TASK INPUT:
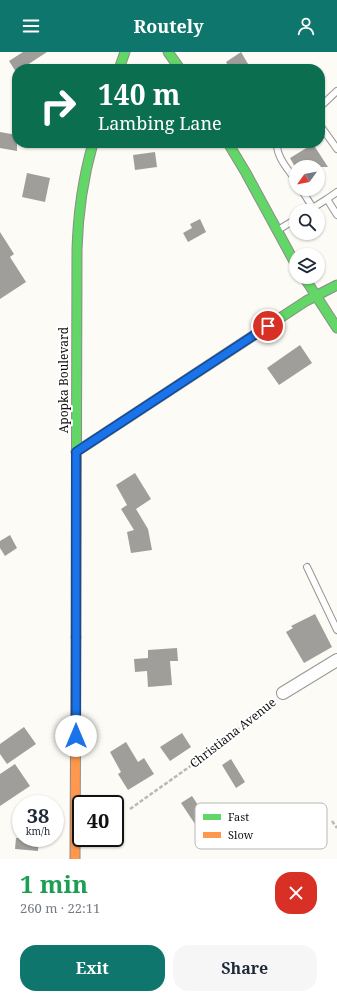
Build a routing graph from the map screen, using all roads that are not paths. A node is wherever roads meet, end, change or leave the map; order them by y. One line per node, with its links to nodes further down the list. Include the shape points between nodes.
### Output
1 (125, 52): 3 (street)
2 (168, 52): 4 (street)
3 (121, 64)
4 (176, 64)
5 (337, 91): 6 (lane)
6 (325, 103)
7 (325, 130): 11 (lane)
8 (92, 148): 24 (street, Apopka Boulevard, via 82,185 78,219)
9 (231, 148): 18 (street)
10 (277, 148): 12 (lane)
11 (337, 149)
12 (289, 170)
13 (337, 192): 14 (lane)
14 (327, 199): 15 (lane); 16 (lane)
15 (318, 204)
16 (337, 215)
17 (289, 223): 18 (lane)
18 (277, 231): 19 (street)
19 (289, 252)
20 (308, 284): 22 (street)
21 (337, 285): 22 (street)
22 (315, 295): 23 (street); 24 (street)
23 (337, 328)
24 (76, 452): 29 (street, Apopka Boulevard)
25 (307, 567): 26 (lane)
26 (337, 630)
27 (337, 660): 28 (street, Christiana Avenue)
28 (283, 693)
29 (75, 859)

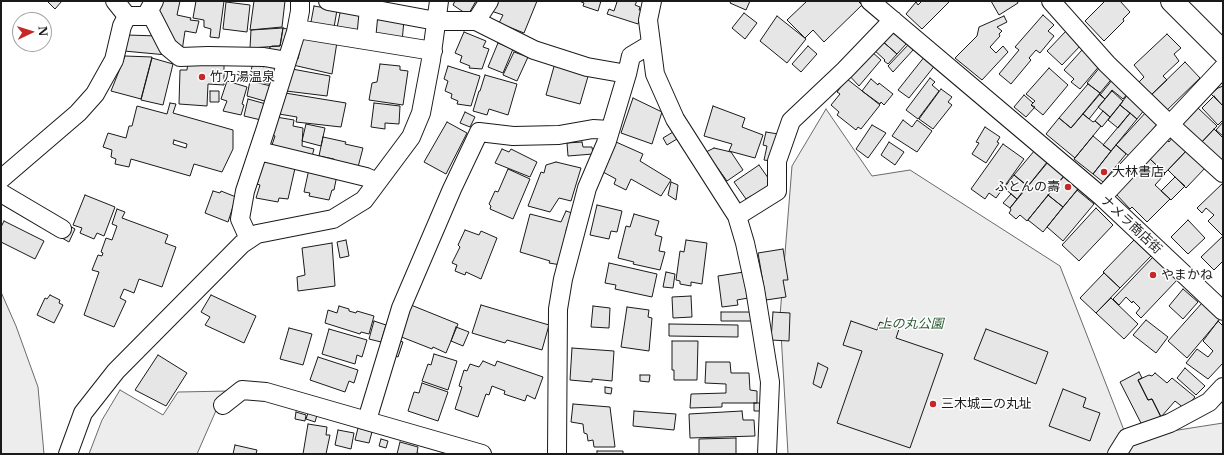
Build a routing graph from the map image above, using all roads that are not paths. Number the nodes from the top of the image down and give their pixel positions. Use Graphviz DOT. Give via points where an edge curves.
graph roads {
  1 [pos="115,1"];
  2 [pos="300,1"];
  3 [pos="328,1"];
  4 [pos="439,1"];
  5 [pos="489,1"];
  6 [pos="652,1"];
  7 [pos="870,1"];
  8 [pos="1051,1"];
  9 [pos="1172,1"];
  10 [pos="151,6"];
  11 [pos="368,8"];
  12 [pos="127,16"];
  13 [pos="893,20"];
  14 [pos="436,21"];
  15 [pos="476,21"];
  16 [pos="296,30"];
  17 [pos="366,40"];
  18 [pos="651,44"];
  19 [pos="433,51"];
  20 [pos="1223,52"];
  21 [pos="288,61"];
  22 [pos="1223,68"];
  23 [pos="628,74"];
  24 [pos="1169,124"];
  25 [pos="610,130"];
  26 [pos="259,150"];
  27 [pos="1223,173"];
  28 [pos="1,179"];
  29 [pos="377,182"];
  30 [pos="1,194"];
  31 [pos="1102,197"];
  32 [pos="737,216"];
  33 [pos="62,228"];
  34 [pos="249,239"];
  35 [pos="1223,311"];
  36 [pos="1223,387"];
  37 [pos="223,405"];
  38 [pos="367,420"];
  39 [pos="478,453"];
  40 [pos="68,454"];
  41 [pos="557,454"];
  42 [pos="768,454"];
  43 [pos="1117,454"];
  1 -- 12 [label="street"];
  2 -- 16 [label="street"];
  3 -- 11 [label="street"];
  4 -- 14 [label="street"];
  5 -- 15 [label="street"];
  6 -- 18 [label="street" via="648,20"];
  7 -- 13 [label="street, ナメラ商店街"];
  8 -- 24 [label="street" via="1107,64"];
  9 -- 20 [label="main road"];
  10 -- 12 [label="street" via="146,16"];
  10 -- 21 [label="street" via="168,47 180,57 264,57"];
  11 -- 14 [label="street"];
  11 -- 17 [label="street"];
  12 -- 28 [label="street" via="114,60 95,94 78,113"];
  13 -- 31 [label="street, ナメラ商店街"];
  13 -- 32 [label="street" via="791,121 777,161 777,191"];
  14 -- 15 [label="street"];
  14 -- 19 [label="street"];
  15 -- 23 [label="street" via="534,50 587,67"];
  16 -- 17 [label="street"];
  16 -- 21 [label="street"];
  17 -- 19 [label="street"];
  18 -- 23 [label="street" via="631,56"];
  18 -- 32 [label="street" via="655,74 674,120"];
  19 -- 29 [label="street" via="416,125"];
  21 -- 26 [label="street"];
  22 -- 24 [label="street"];
  23 -- 25 [label="street"];
  24 -- 27 [label="street"];
  24 -- 31 [label="street"];
  25 -- 38 [label="street" via="592,129 559,135 513,136 478,132 401,308"];
  25 -- 41 [label="street" via="587,188 558,309"];
  26 -- 29 [label="street"];
  26 -- 34 [label="street" via="245,191 240,219"];
  29 -- 34 [label="street" via="364,200 333,219 257,234"];
  30 -- 33 [label="street"];
  31 -- 35 [label="street, ナメラ商店街"];
  32 -- 42 [label="street" via="755,289 770,382"];
  34 -- 40 [label="street" via="116,372 83,413"];
  36 -- 43 [label="street" via="1209,402 1170,423 1127,438"];
  37 -- 38 [label="street" via="242,390 266,392"];
  38 -- 39 [label="street"];
}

EXERCISE: Every entry above is to be set down exactly; the pictures are to be left out.

TASK ANSWER:
Build a routing graph from the map screen, using all roads that are not paths. A node is wherever roads meet, end, change or leave the map; order them by y. One line per node, with its links to nodes further down the list. Include the shape points between nodes.
### Output
1 (125, 52): 3 (street)
2 (168, 52): 4 (street)
3 (121, 64)
4 (176, 64)
5 (337, 91): 6 (lane)
6 (325, 103)
7 (325, 130): 11 (lane)
8 (92, 148): 24 (street, Apopka Boulevard, via 82,185 78,219)
9 (231, 148): 18 (street)
10 (277, 148): 12 (lane)
11 (337, 149)
12 (289, 170)
13 (337, 192): 14 (lane)
14 (327, 199): 15 (lane); 16 (lane)
15 (318, 204)
16 (337, 215)
17 (289, 223): 18 (lane)
18 (277, 231): 19 (street)
19 (289, 252)
20 (308, 284): 22 (street)
21 (337, 285): 22 (street)
22 (315, 295): 23 (street); 24 (street)
23 (337, 328)
24 (76, 452): 29 (street, Apopka Boulevard)
25 (307, 567): 26 (lane)
26 (337, 630)
27 (337, 660): 28 (street, Christiana Avenue)
28 (283, 693)
29 (75, 859)

Build a routing graph from the map image above, using all roads that are not paths. Number the nodes from the top of the image down and give their pixel positions. Use Graphviz DOT. Give via points where an edge curves.
graph roads {
  1 [pos="115,1"];
  2 [pos="300,1"];
  3 [pos="328,1"];
  4 [pos="439,1"];
  5 [pos="489,1"];
  6 [pos="652,1"];
  7 [pos="870,1"];
  8 [pos="1051,1"];
  9 [pos="1172,1"];
  10 [pos="151,6"];
  11 [pos="368,8"];
  12 [pos="127,16"];
  13 [pos="893,20"];
  14 [pos="436,21"];
  15 [pos="476,21"];
  16 [pos="296,30"];
  17 [pos="366,40"];
  18 [pos="651,44"];
  19 [pos="433,51"];
  20 [pos="1223,52"];
  21 [pos="288,61"];
  22 [pos="1223,68"];
  23 [pos="628,74"];
  24 [pos="1169,124"];
  25 [pos="610,130"];
  26 [pos="259,150"];
  27 [pos="1223,173"];
  28 [pos="1,179"];
  29 [pos="377,182"];
  30 [pos="1,194"];
  31 [pos="1102,197"];
  32 [pos="737,216"];
  33 [pos="62,228"];
  34 [pos="249,239"];
  35 [pos="1223,311"];
  36 [pos="1223,387"];
  37 [pos="223,405"];
  38 [pos="367,420"];
  39 [pos="478,453"];
  40 [pos="68,454"];
  41 [pos="557,454"];
  42 [pos="768,454"];
  43 [pos="1117,454"];
  1 -- 12 [label="street"];
  2 -- 16 [label="street"];
  3 -- 11 [label="street"];
  4 -- 14 [label="street"];
  5 -- 15 [label="street"];
  6 -- 18 [label="street" via="648,20"];
  7 -- 13 [label="street, ナメラ商店街"];
  8 -- 24 [label="street" via="1107,64"];
  9 -- 20 [label="main road"];
  10 -- 12 [label="street" via="146,16"];
  10 -- 21 [label="street" via="168,47 180,57 264,57"];
  11 -- 14 [label="street"];
  11 -- 17 [label="street"];
  12 -- 28 [label="street" via="114,60 95,94 78,113"];
  13 -- 31 [label="street, ナメラ商店街"];
  13 -- 32 [label="street" via="791,121 777,161 777,191"];
  14 -- 15 [label="street"];
  14 -- 19 [label="street"];
  15 -- 23 [label="street" via="534,50 587,67"];
  16 -- 17 [label="street"];
  16 -- 21 [label="street"];
  17 -- 19 [label="street"];
  18 -- 23 [label="street" via="631,56"];
  18 -- 32 [label="street" via="655,74 674,120"];
  19 -- 29 [label="street" via="416,125"];
  21 -- 26 [label="street"];
  22 -- 24 [label="street"];
  23 -- 25 [label="street"];
  24 -- 27 [label="street"];
  24 -- 31 [label="street"];
  25 -- 38 [label="street" via="592,129 559,135 513,136 478,132 401,308"];
  25 -- 41 [label="street" via="587,188 558,309"];
  26 -- 29 [label="street"];
  26 -- 34 [label="street" via="245,191 240,219"];
  29 -- 34 [label="street" via="364,200 333,219 257,234"];
  30 -- 33 [label="street"];
  31 -- 35 [label="street, ナメラ商店街"];
  32 -- 42 [label="street" via="755,289 770,382"];
  34 -- 40 [label="street" via="116,372 83,413"];
  36 -- 43 [label="street" via="1209,402 1170,423 1127,438"];
  37 -- 38 [label="street" via="242,390 266,392"];
  38 -- 39 [label="street"];
}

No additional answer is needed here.